Equipment used: Agilent Technologies 5975C GC / MSD
Column used: HP-INNOWAX (30m x 0.25mm)
Carrier gas: Helium Flow: 1.0 mL / min
Inlet temperature: 200 ° C
Column temperature: raised from 45 ° C. (held for 5 minutes) at a heating rate of 20 ° C./min and held at 230 ° C. for 5 minutes Injection volume: 1.0 μL
Detector: MS
Ion source temperature: 230 ° C
SIM setting: m / z 62 for CAE, m / z 64 for CAE- d (internal standard)
The breakdown of each sample and the measurement results of CAE content are shown in Table 1 and FIG.

(Sensory evaluation and color analysis)
About the said umeshu sample, the sensory evaluation about the presence or absence of the matured flavor was performed by the trained professional panelist.
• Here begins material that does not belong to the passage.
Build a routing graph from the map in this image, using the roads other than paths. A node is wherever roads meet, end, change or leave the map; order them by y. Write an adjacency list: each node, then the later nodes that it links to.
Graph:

Moreover, it evaluated by measuring the light absorbency of wavelength 500nm about the color tone which aged each sample. The sensory evaluation and color tone analysis results are shown in Table 2.

(result)
The oxygen substituted sample contained about 250-270% CAE relative to the control. On the other hand, those maintaining the anaerobic state and those substituted with argon were suppressed to about 80% and about 90% of the CAE amount of the control, respectively, suggesting that inert gas replacement is effective in suppressing CAE production. In the nitrogen gas replacement sample, the CAE amount slightly increased from about 115 to 120% with respect to the control, but it is estimated that oxygen was slightly involved during nitrogen bubbling. The sample to which the antioxidant was added was suppressed to a CAE amount of about 80% or less with respect to the control although there was variation, and the CAE amount became lower as the added amount of the antioxidant added (350 ppm of potassium metasulfite). Suppressed to about 15% of control with added sample). Even in the chelating agent-added sample, the amount of CAE produced was suppressed, and the production of CAE was not observed at EDTA 100 ppm at about 20% or less relative to the control, EDTA 300 ppm at about 18% or less, and EDTA 1500 ppm.
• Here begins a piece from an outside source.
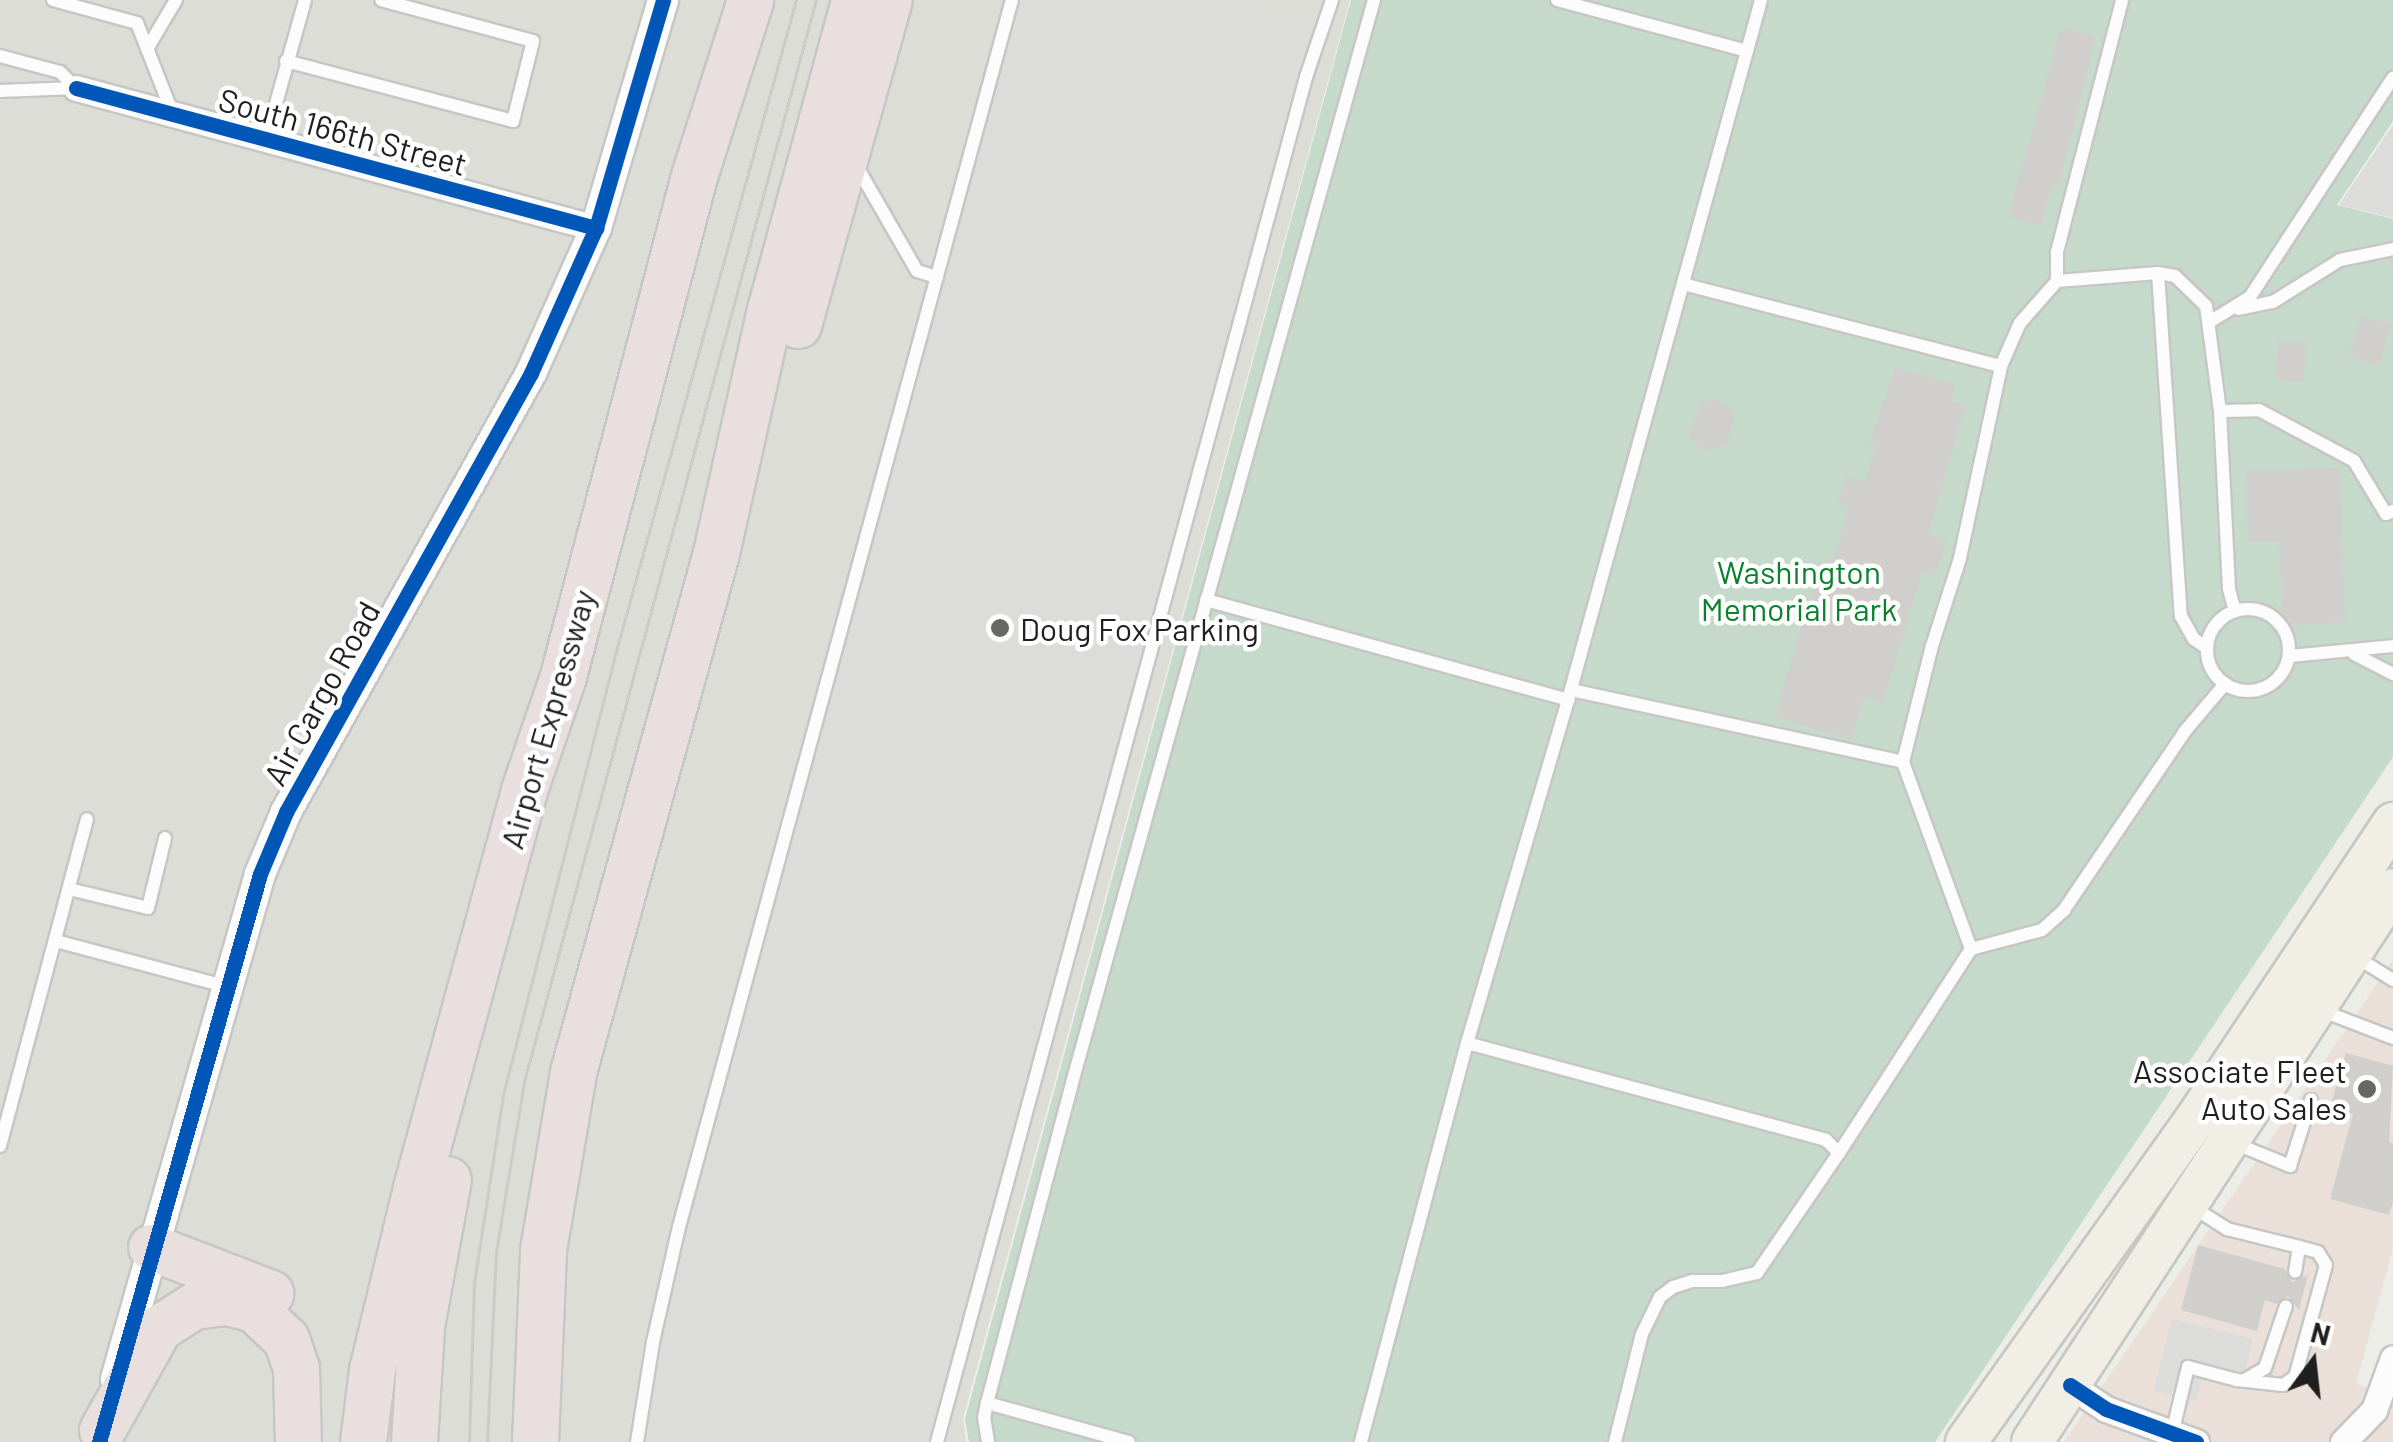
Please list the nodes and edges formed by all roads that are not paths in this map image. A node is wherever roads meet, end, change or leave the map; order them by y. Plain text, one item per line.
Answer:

  On the other hand, regarding the sensory evaluation, both the inert gas substitution group and the antioxidant addition group had a lighter flavor than the control, indicating a lack of aging. Furthermore, the antioxidant-added sample was recognized to have a flavor peculiar to each antioxidant, and it was suggested that the sample might be different from normal plum wine quality. In addition, the color tone (darkness) of the antioxidant addition group is about 90% or less of the control, and the tendency increases as the amount of addition of the antioxidant increases. The color stayed at 60%. It was suggested that the addition of the antioxidant is effective in suppressing the formation of CAE, but is disadvantageous for imparting a sense of ripening, which is important for fruit soaked sake. In addition, the inert gas substitution group also showed a tendency to lack a sense of ripening as in the case of the antioxidant-added sample (color tone unmeasured).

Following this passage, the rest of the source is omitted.